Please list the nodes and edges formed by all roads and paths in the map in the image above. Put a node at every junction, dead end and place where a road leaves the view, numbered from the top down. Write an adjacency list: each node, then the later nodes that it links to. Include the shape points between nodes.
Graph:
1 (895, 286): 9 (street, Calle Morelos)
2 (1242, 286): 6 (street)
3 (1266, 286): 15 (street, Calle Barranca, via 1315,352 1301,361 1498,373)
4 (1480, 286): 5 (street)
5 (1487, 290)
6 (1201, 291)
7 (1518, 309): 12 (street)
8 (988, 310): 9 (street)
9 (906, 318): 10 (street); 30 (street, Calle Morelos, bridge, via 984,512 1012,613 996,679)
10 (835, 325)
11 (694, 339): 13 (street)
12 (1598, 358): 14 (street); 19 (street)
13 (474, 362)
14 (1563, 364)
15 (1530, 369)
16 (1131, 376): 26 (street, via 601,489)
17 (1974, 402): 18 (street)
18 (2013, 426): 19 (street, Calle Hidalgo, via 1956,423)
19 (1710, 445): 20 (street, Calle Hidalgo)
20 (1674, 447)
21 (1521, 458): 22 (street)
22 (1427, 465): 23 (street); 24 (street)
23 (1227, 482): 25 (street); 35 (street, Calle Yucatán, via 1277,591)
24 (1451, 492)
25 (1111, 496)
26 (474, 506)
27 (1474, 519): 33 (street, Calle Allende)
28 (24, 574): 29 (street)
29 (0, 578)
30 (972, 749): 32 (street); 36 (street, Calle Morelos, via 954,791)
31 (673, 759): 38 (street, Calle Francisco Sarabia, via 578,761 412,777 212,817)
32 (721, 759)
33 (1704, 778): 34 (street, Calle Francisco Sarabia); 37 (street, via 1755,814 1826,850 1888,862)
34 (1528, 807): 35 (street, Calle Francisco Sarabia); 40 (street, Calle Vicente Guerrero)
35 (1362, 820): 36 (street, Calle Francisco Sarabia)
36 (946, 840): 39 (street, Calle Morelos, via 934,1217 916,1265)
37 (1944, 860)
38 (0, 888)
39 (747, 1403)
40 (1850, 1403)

★ ★ ★ ★ ★

TASK TO CARRY OUT: Reproduce the material. Keep every word as written.

RESPONSE FOR THIS EXERCISE:
Please list the nodes and edges formed by all roads and paths in the map in the image above. Put a node at every junction, dead end and place where a road leaves the view, numbered from the top down. Write an adjacency list: each node, then the later nodes that it links to. Include the shape points between nodes.
Graph:
1 (895, 286): 9 (street, Calle Morelos)
2 (1242, 286): 6 (street)
3 (1266, 286): 15 (street, Calle Barranca, via 1315,352 1301,361 1498,373)
4 (1480, 286): 5 (street)
5 (1487, 290)
6 (1201, 291)
7 (1518, 309): 12 (street)
8 (988, 310): 9 (street)
9 (906, 318): 10 (street); 30 (street, Calle Morelos, bridge, via 984,512 1012,613 996,679)
10 (835, 325)
11 (694, 339): 13 (street)
12 (1598, 358): 14 (street); 19 (street)
13 (474, 362)
14 (1563, 364)
15 (1530, 369)
16 (1131, 376): 26 (street, via 601,489)
17 (1974, 402): 18 (street)
18 (2013, 426): 19 (street, Calle Hidalgo, via 1956,423)
19 (1710, 445): 20 (street, Calle Hidalgo)
20 (1674, 447)
21 (1521, 458): 22 (street)
22 (1427, 465): 23 (street); 24 (street)
23 (1227, 482): 25 (street); 35 (street, Calle Yucatán, via 1277,591)
24 (1451, 492)
25 (1111, 496)
26 (474, 506)
27 (1474, 519): 33 (street, Calle Allende)
28 (24, 574): 29 (street)
29 (0, 578)
30 (972, 749): 32 (street); 36 (street, Calle Morelos, via 954,791)
31 (673, 759): 38 (street, Calle Francisco Sarabia, via 578,761 412,777 212,817)
32 (721, 759)
33 (1704, 778): 34 (street, Calle Francisco Sarabia); 37 (street, via 1755,814 1826,850 1888,862)
34 (1528, 807): 35 (street, Calle Francisco Sarabia); 40 (street, Calle Vicente Guerrero)
35 (1362, 820): 36 (street, Calle Francisco Sarabia)
36 (946, 840): 39 (street, Calle Morelos, via 934,1217 916,1265)
37 (1944, 860)
38 (0, 888)
39 (747, 1403)
40 (1850, 1403)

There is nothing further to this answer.